ASA classification is a standardized system used by anesthesiologists to assess patient fitness. ASA I means no medical conditions. ASA II means mild conditions that are well controlled, such as stable mild asthma with no recent flares or emergency visits. Anything beyond mild ASA II requires the safety net of a hospital setting.
The Health and Physical at AFD should be recent, typically within three months. The BMI evaluation is critical for this facility.
The BMI Evaluation Protocol
BMI assessment is not optional for private facility cases. Follow this process exactly:
First, calculate the child’s BMI from their current height and weight. Second, check the percentile using the age-adjusted BMI table. Third, compare against the ninety-ninth percentile cutoff for the child’s age. Fourth, apply the three-kilogram rule: if the child is above the ninety-ninth percentile plus three kilograms above the cutoff weight, the child cannot go to the private facility.
You must document your assessment. Write either “BMI reviewed and within AFD criteria” or “BMI exceeds AFD threshold, ARH selected.” There is no middle ground on documentation.
When BMI Is Borderline
Some cases fall right at the edge of the threshold. A child might be at the ninety-eighth percentile, technically within range but close. In these cases, you need additional clinical judgment.
Consider whether the child also has asthma. High BMI combined with asthma significantly increases airway risk during anesthesia. If both factors are present, the safer choice is usually ARH regardless of whether the BMI technically meets the cutoff.
If you are uncertain, do not guess. Message Dr. Tsang with your assessment and recommendation. Document that you escalated.

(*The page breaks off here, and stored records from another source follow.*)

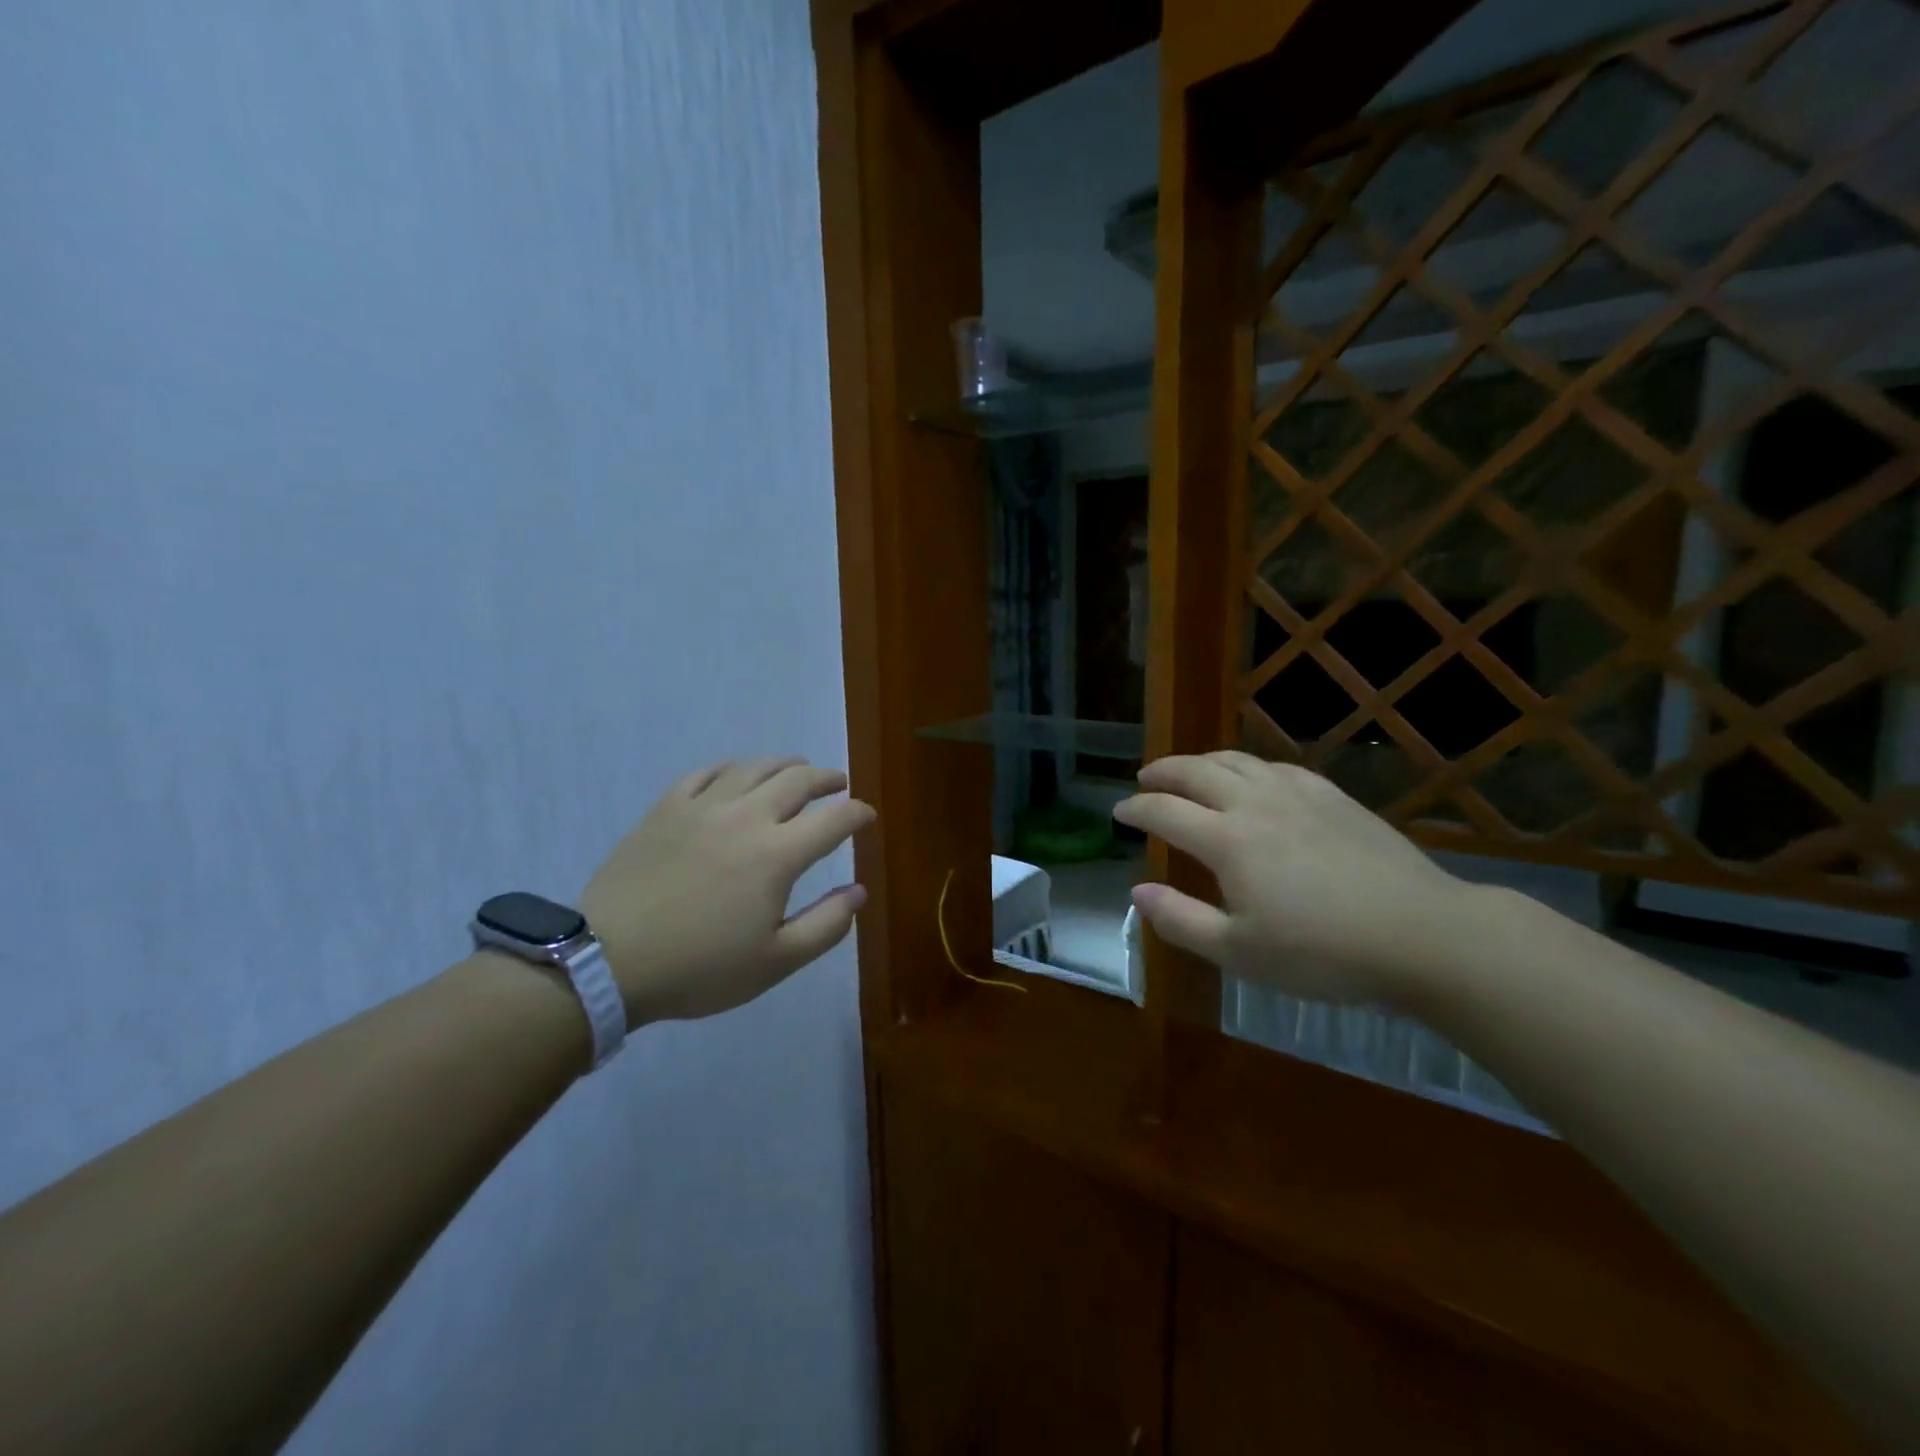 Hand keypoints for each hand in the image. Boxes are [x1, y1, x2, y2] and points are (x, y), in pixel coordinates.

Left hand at [580, 757, 874, 1024]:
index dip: (858, 813)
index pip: (834, 819)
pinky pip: (706, 772)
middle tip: (838, 785)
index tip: (867, 816)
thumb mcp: (775, 962)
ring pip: (754, 767)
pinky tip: (736, 776)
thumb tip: (859, 891)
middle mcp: (746, 817)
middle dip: (826, 778)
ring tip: (796, 771)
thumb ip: (826, 925)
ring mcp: (703, 807)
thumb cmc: (699, 968)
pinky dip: (732, 769)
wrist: (608, 961)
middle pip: (797, 780)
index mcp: (778, 854)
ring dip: (784, 765)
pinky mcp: (666, 808)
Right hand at [1114, 751, 1469, 1004]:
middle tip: (1144, 779)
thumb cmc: (1323, 953)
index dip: (1136, 809)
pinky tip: (1254, 779)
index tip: (1119, 812)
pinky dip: (1249, 766)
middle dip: (1163, 772)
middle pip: (1196, 772)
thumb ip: (1180, 920)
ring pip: (1236, 761)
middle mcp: (1255, 804)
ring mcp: (1297, 794)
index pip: (1165, 811)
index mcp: (1227, 840)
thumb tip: (1138, 891)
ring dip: (1202, 761)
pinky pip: (1277, 766)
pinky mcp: (1333, 796)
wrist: (1422, 934)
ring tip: (1189, 771)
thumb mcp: (1240, 953)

Asthma Screening for Facility Selection
When a child has a history of asthma, ask these specific questions:
Is the child on a daily controller medication such as Flovent? How frequently do they use their rescue inhaler? When was their last asthma flare or exacerbation? Have they ever been hospitalized for asthma? Have they ever received oral steroids for an asthma flare? Have they visited the emergency room for breathing difficulties? Do they experience nighttime coughing or wheezing?
If the child’s asthma is not perfectly controlled, meaning recent flares, frequent rescue inhaler use, or any emergency visits, the private facility is inappropriate. Document your screening findings and select ARH.
Quick Reference
| Factor | ARH (Public Hospital) | AFD (Private Facility) |
|---|---|---|
| Age range | Two to sixteen years | Generally over three years |
| Weight minimum | No specific minimum | Twenty-two pounds |
| BMI threshold | Can accept higher BMI | Ninety-ninth percentile plus three kg rule |
| ASA classification | Can accept higher ASA | ASA I or mild ASA II only |
| H&P validity | One year | Three months recommended |
| Medical complexity | Full hospital support available | Healthy patients only |
| Asthma | Can manage poorly controlled asthma | Well-controlled only, no recent flares |
| Forms | Fraser Health specific package | AFD consent, H&P, insurance triage |
Knowledge Check
Before continuing, consider these questions:
- What are the eight core responsibilities of the RN in GA case management?
- What criteria determine whether a child goes to ARH versus AFD?
- How does the ninety-ninth percentile plus three kilogram rule work for BMI assessment?
- Why does the combination of high BMI and asthma increase risk at a private facility?
- What should you do when a BMI assessment falls in a borderline range?